I don't think anyone has suggested that no GMs can win that position. There was another one in Women's WC earlier in the tournament. Famously, Women's WC Anna Ushenina failed to win it a few years ago
I've seen a 2350 master at our club demonstrate it as an exercise without time pressure....but if you make one mistake and let the King escape you virtually have to start over, so bravo!!!!
I'm very interested. Can you post a link or the game?
http://www.chessgames.com/perl/chessgame?gid=1863243
That game tied her with Tan Zhongyi in the classical portion. If she drew or lost( unlikely) she would have been eliminated. Sadly she went 1-2 after this and still lost.
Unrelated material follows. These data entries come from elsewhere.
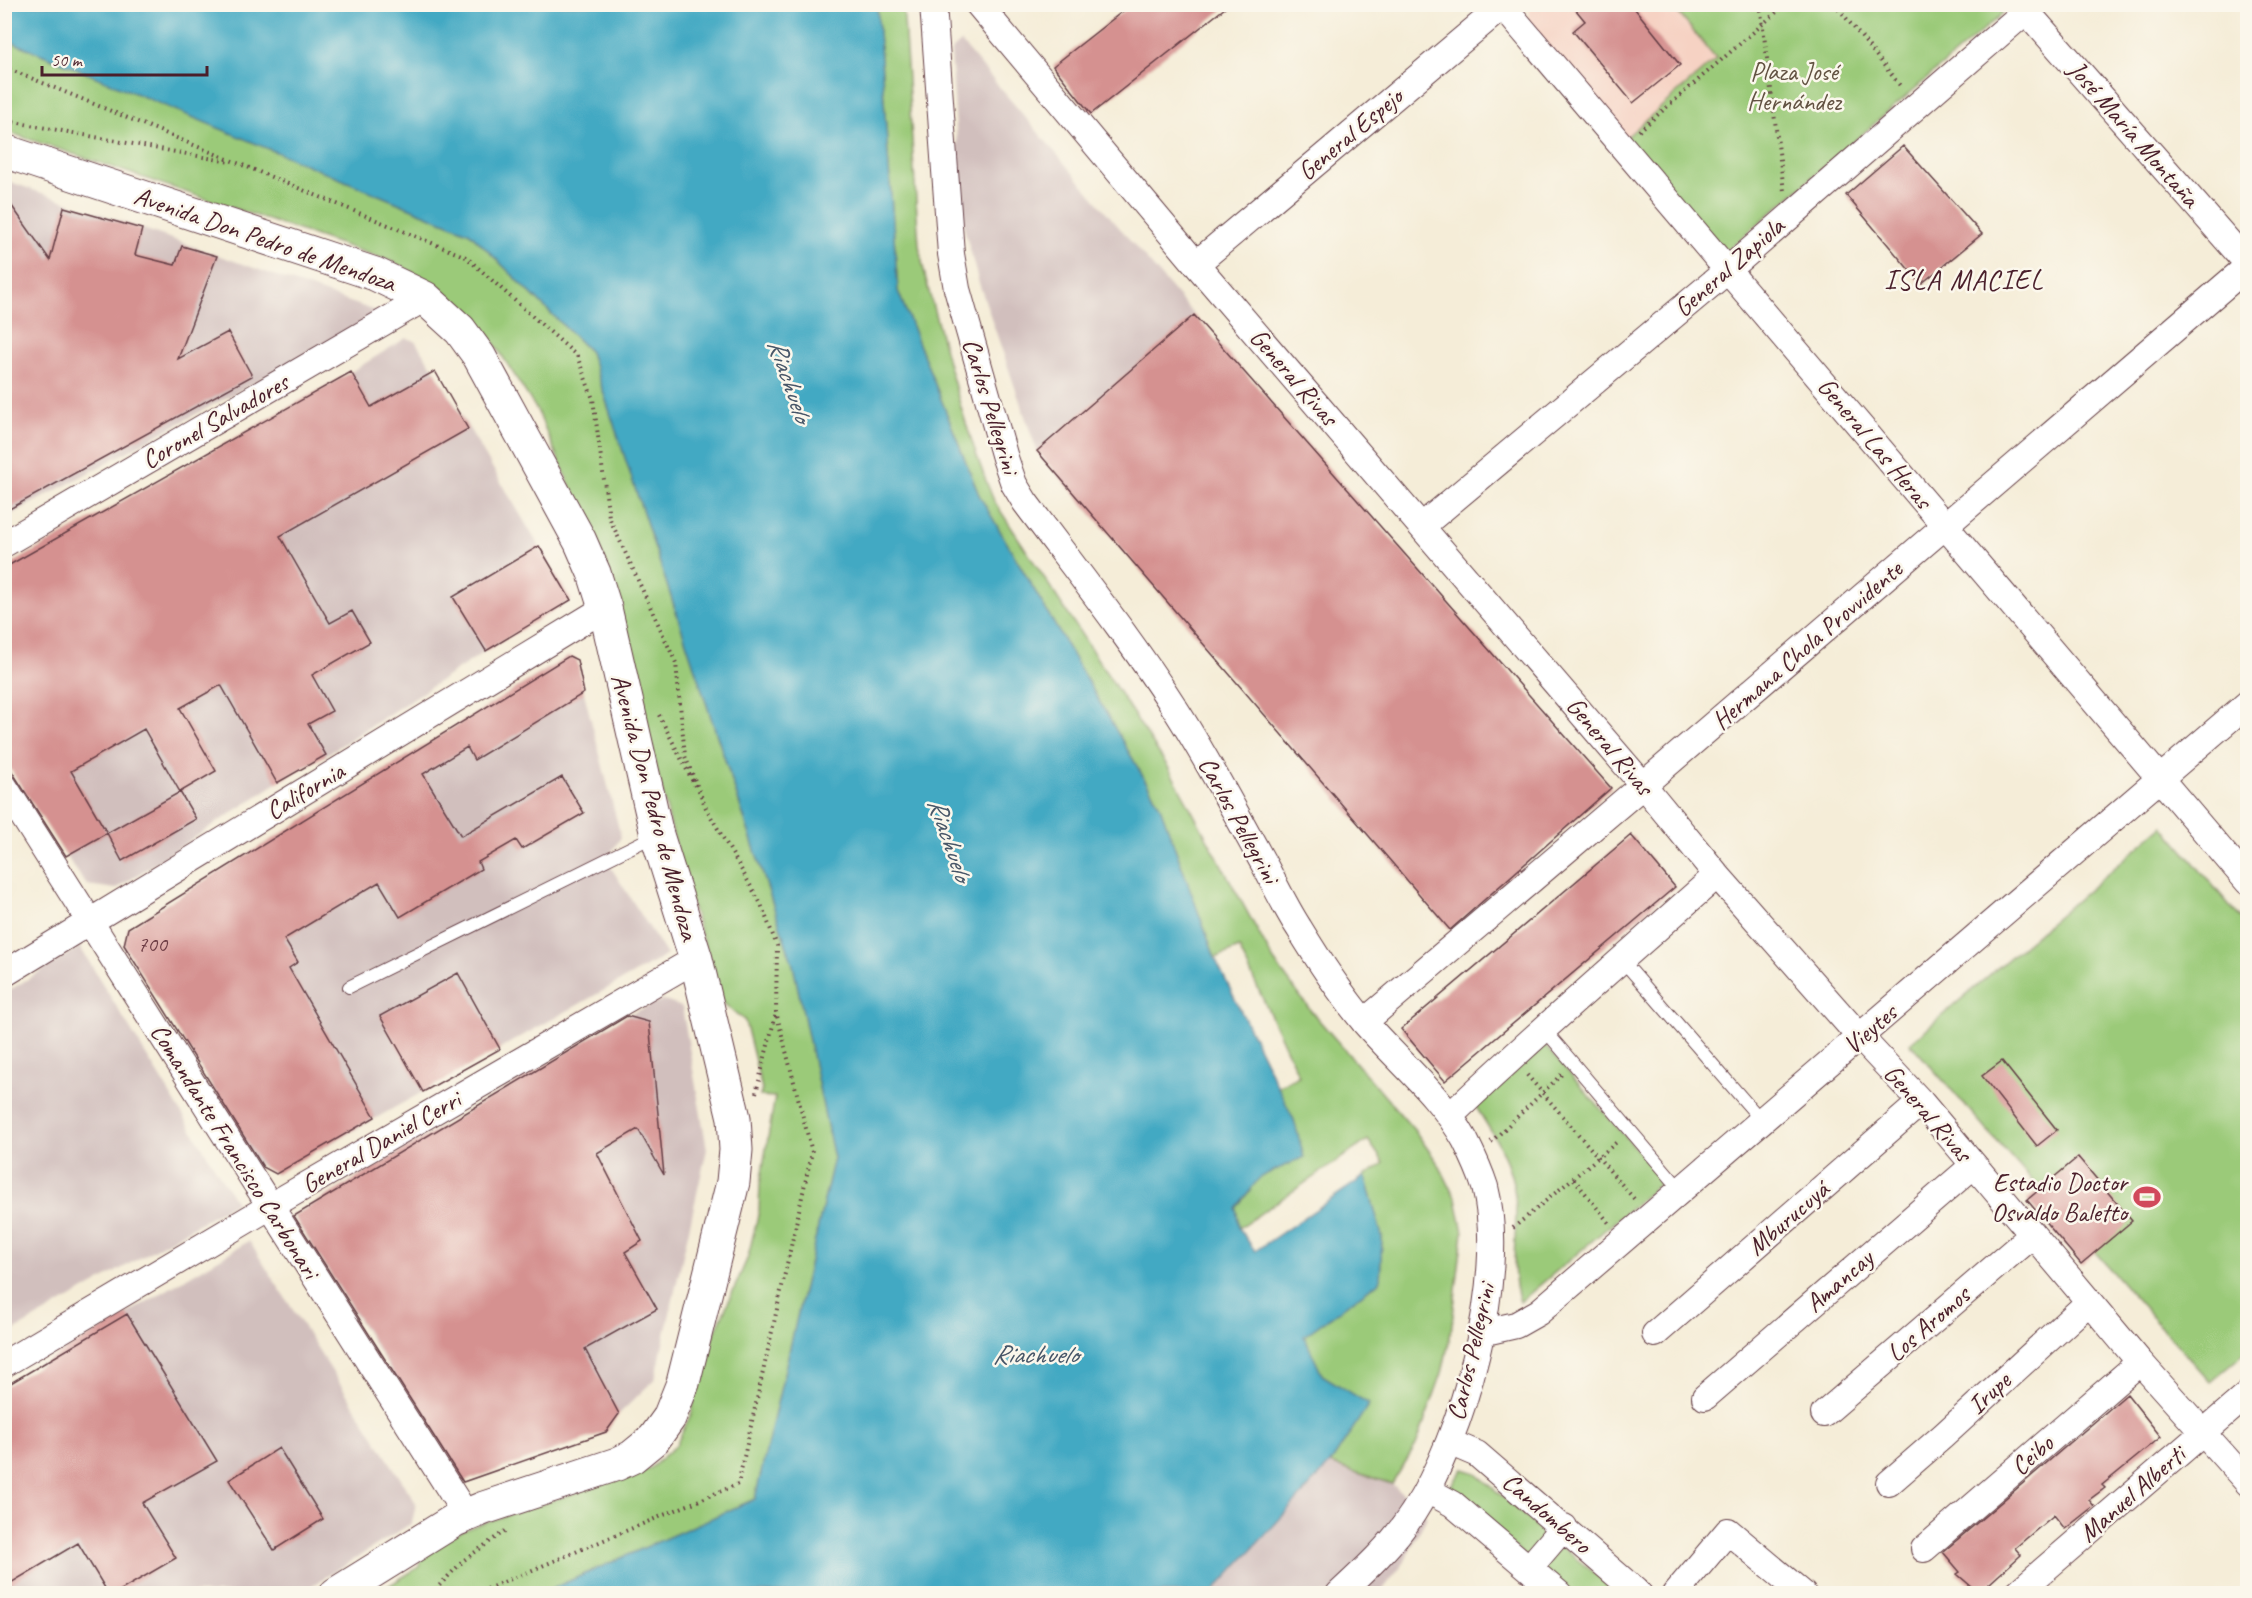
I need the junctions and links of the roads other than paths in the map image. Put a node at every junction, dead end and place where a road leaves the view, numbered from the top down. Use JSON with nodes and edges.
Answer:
{"nodes":[{"id":1,"x":933,"y":4,"type":"edge"},
{"id":2,"x":978,"y":4,"type":"edge"},
{"id":3,"x":1503,"y":5,"type":"edge"},
{"id":4,"x":2027,"y":7,"type":"edge"},
{"id":5,"x":4,"y":151,"type":"edge"},
{"id":6,"x":1196,"y":264,"type":"junction"},
{"id":7,"x":2247,"y":265,"type":"edge"},
{"id":8,"x":1728,"y":270,"type":"junction"},
{"id":9,"x":425,"y":298,"type":"junction"},
{"id":10,"x":1422,"y":526,"type":"junction"},
{"id":11,"x":1946,"y":526,"type":"junction"},
{"id":12,"x":4,"y":544,"type":"edge"},
{"id":13,"x":605,"y":608,"type":"junction"},
{"id":14,"x":2247,"y":703,"type":"edge"},
{"id":15,"x":2159,"y":779,"type":"junction"},
{"id":16,"x":1643,"y":785,"type":"junction"},
{"id":17,"x":4,"y":786,"type":"edge"},
{"id":18,"x":657,"y":835,"type":"junction"},
{"id":19,"x":1717,"y":875,"type":"junction"},
{"id":20,"x":2247,"y":882,"type":"edge"},
{"id":21,"x":90,"y":922,"type":"junction"},
{"id":22,"x":696,"y":959,"type":"junction"},
{"id":23,"x":1622,"y":960,"type":"junction"},
{"id":24,"x":4,"y":974,"type":"edge"},
{"id":25,"x":349,"y":987,"type":"dead end"},
{"id":26,"x":1364,"y":1022,"type":"junction"},
{"id":27,"x":1544,"y":1029,"type":"junction"},
{"id":28,"x":1860,"y":1037,"type":"junction"},
{"id":29,"x":1921,"y":1102,"type":"junction"},
{"id":30,"x":1450,"y":1116,"type":"junction"},
{"id":31,"x":1762,"y":1121,"type":"junction"},
{"id":32,"x":1974,"y":1165,"type":"junction"},
{"id":33,"x":1682,"y":1190,"type":"junction"},
{"id":34,"x":269,"y":1207,"type":"junction"},
{"id":35,"x":2032,"y":1235,"type":"junction"},
{"id":36,"x":2088,"y":1302,"type":"junction"},
{"id":37,"x":1481,"y":1333,"type":"junction"},
{"id":38,"x":1655,"y":1334,"type":"dead end"},
{"id":39,"x":2140,"y":1362,"type":"junction"},
{"id":40,"x":4,"y":1364,"type":"edge"},
{"id":41,"x":2247,"y":1394,"type":"edge"},
{"id":42,"x":1704,"y":1397,"type":"dead end"},
{"id":43,"x":1824,"y":1414,"type":"dead end"},
{"id":44,"x":2204,"y":1433,"type":"junction"},
{"id":45,"x":1449,"y":1442,"type":"junction"},
{"id":46,"x":1889,"y":1483,"type":"dead end"},
{"id":47,"x":2247,"y":1483,"type":"edge"},
{"id":48,"x":1427,"y":1490,"type":"junction"},
{"id":49,"x":466,"y":1515,"type":"junction"},
{"id":50,"x":1564,"y":1527,"type":"junction"},
{"id":51,"x":1924,"y":1549,"type":"dead end"},
{"id":52,"x":1529,"y":1568,"type":"junction"},
{"id":53,"x":336,"y":1593,"type":"edge"},
{"id":54,"x":1340,"y":1593,"type":"edge"},
{"id":55,"x":1559,"y":1593,"type":"edge"},
{"id":56,"x":1639,"y":1593,"type":"edge"},
{"id":57,"x":1675,"y":1593,"type":"edge"},
{"id":58,"x":1803,"y":1593,"type":"edge"},
{"id":59,"x":2016,"y":1593,"type":"edge"}],
"edges":[{"from":1,"to":26,"type":"street","name":"Carlos Pellegrini"},
{"from":2,"to":6,"type":"street","name":"General Rivas"},
{"from":3,"to":6,"type":"street","name":"General Espejo"},
{"from":3,"to":8,"type":"street","name":"General Las Heras"},
{"from":4,"to":7,"type":"street","name":"José María Montaña"},
{"from":4,"to":8,"type":"street","name":"General Zapiola"},
{"from":5,"to":9,"type":"main road","name":"Avenida Don Pedro de Mendoza"},
{"from":6,"to":10,"type":"street","name":"General Rivas"},
{"from":7,"to":11,"type":"street","name":"Hermana Chola Provvidente"},
{"from":8,"to":10,"type":"street","name":"General Zapiola"},
{"from":8,"to":11,"type":"street","name":"General Las Heras"},
{"from":9,"to":12,"type":"street","name":"Coronel Salvadores"},
{"from":9,"to":13,"type":"main road","name":"Avenida Don Pedro de Mendoza"},
{"from":10,"to":16,"type":"street","name":"General Rivas"},
{"from":11,"to":15,"type":"street","name":"General Las Heras"},
{"from":11,"to":16,"type":"street","name":"Hermana Chola Provvidente"},
{"from":13,"to":18,"type":"main road","name":"Avenida Don Pedro de Mendoza"},
{"from":13,"to":21,"type":"street","name":"California"},
{"from":14,"to":15,"type":"street","name":"Vieytes"},
{"from":15,"to":20,"type":"street","name":"General Las Heras"},
{"from":15,"to":28,"type":"street","name":"Vieytes"},
{"from":16,"to":19,"type":"street","name":"General Rivas"},
{"from":16,"to":26,"type":"street","name":"Hermana Chola Provvidente"},
{"from":17,"to":21,"type":"street","name":"Comandante Francisco Carbonari"},
{"from":18,"to":22,"type":"main road","name":"Avenida Don Pedro de Mendoza"},
{"from":18,"to":25,"type":"lane"},
{"from":19,"to":23,"type":"street"},
{"from":19,"to":28,"type":"street","name":"General Rivas"},
{"from":21,"to":24,"type":"street","name":"California"},
{"from":21,"to":34,"type":"street","name":"Comandante Francisco Carbonari"},
{"from":22,"to":34,"type":"street","name":"General Daniel Cerri"},
{"from":22,"to":49,"type":"main road","name":"Avenida Don Pedro de Mendoza"},
{"from":23,"to":27,"type":"street"},
{"from":23,"to":31,"type":"lane"},
{"from":26,"to":30,"type":"street","name":"Carlos Pellegrini"},
{"from":27,"to":30,"type":"street"},
{"from":27,"to":33,"type":"lane"},
{"from":28,"to":29,"type":"street","name":"General Rivas"},
{"from":28,"to":31,"type":"street","name":"Vieytes"},
{"from":29,"to":32,"type":"street","name":"General Rivas"},
{"from":29,"to":38,"type":"street","name":"Mburucuyá"},
{"from":30,"to":37,"type":"street","name":"Carlos Pellegrini"},
{"from":31,"to":33,"type":"street","name":"Vieytes"},
{"from":32,"to":35,"type":"street","name":"General Rivas"},
{"from":32,"to":42,"type":"street","name":"Amancay"},
{"from":33,"to":37,"type":"street","name":"Vieytes"},
{"from":34,"to":40,"type":"street","name":"General Daniel Cerri"},
{"from":34,"to":49,"type":"street","name":"Comandante Francisco Carbonari"},
{"from":35,"to":36,"type":"street","name":"General Rivas"},
{"from":35,"to":43,"type":"street","name":"Los Aromos"},
{"from":36,"to":39,"type":"street","name":"General Rivas"},
{"from":36,"to":46,"type":"street","name":"Irupe"},
{"from":37,"to":45,"type":"street","name":"Carlos Pellegrini"},
{"from":39,"to":44,"type":"street","name":"General Rivas"},
{"from":39,"to":51,"type":"street","name":"Ceibo"},
{"from":41,"to":44,"type":"street","name":"Manuel Alberti"},
{"from":44,"to":47,"type":"street","name":"General Rivas"},
{"from":44,"to":59,"type":"street","name":"Manuel Alberti"},
{"from":45,"to":48,"type":"street","name":"Carlos Pellegrini"},
{"from":45,"to":50,"type":"street","name":"Candombero"},
{"from":48,"to":52,"type":"street","name":"Candombero"},
{"from":48,"to":54,"type":"street","name":"Carlos Pellegrini"},
{"from":49,"to":53,"type":"main road","name":"Avenida Don Pedro de Mendoza"},
{"from":50,"to":52,"type":"street"},
{"from":50,"to":56,"type":"street","name":"Candombero"},
{"from":52,"to":55,"type":"street","name":"Candombero"},
{"from":57,"to":58,"type":"street"}]}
I have seen a master fail to win a 2 Bishops ending vs another master in time pressure. A couple of mistakes is all it takes
I'm very interested. Can you post a link or the game?
Thanks! That's pretty cool. It looks to me like Harika used The W Method.
King+bishop+knight vs king is always a theorical win.But pratically speaking,it is a bit harder than mate with king+rook.
I'm not that good a player, but I had no trouble demonstrating it to the high school team I coached. I learned the K, B & N vs K mate technique from the old Reuben Fine endgame book.
The key is to push the lone K, say the Black K for clarity, to the edge of the board with the WK hovering two ranks or files back, as you do with a K+R mate, then push the BK to a corner of the board whose corner square is the same color the B travels on. The B and N keep eliminating squares for the BK to backtrack on under danger of walking himself into an easy mate.
Then, you want to trap the BK so he can only move on 2 squares in the corner, say a8 and b8 with the WK posted on b6 and the B several squares back from c8 and on c8-h3 diagonal. Then, all you have to do is move the N so that when it lands on a6 it is checking the BK. If that's not the case, do an extra move (zwischenzug) with the B along the c8-h3 diagonal, keeping it back at few squares from c8 so the BK moves to b8 when the N is one move away from a6. Then you play Na6+ Ka8 and now move the B to the a8-h1 diagonal for mate.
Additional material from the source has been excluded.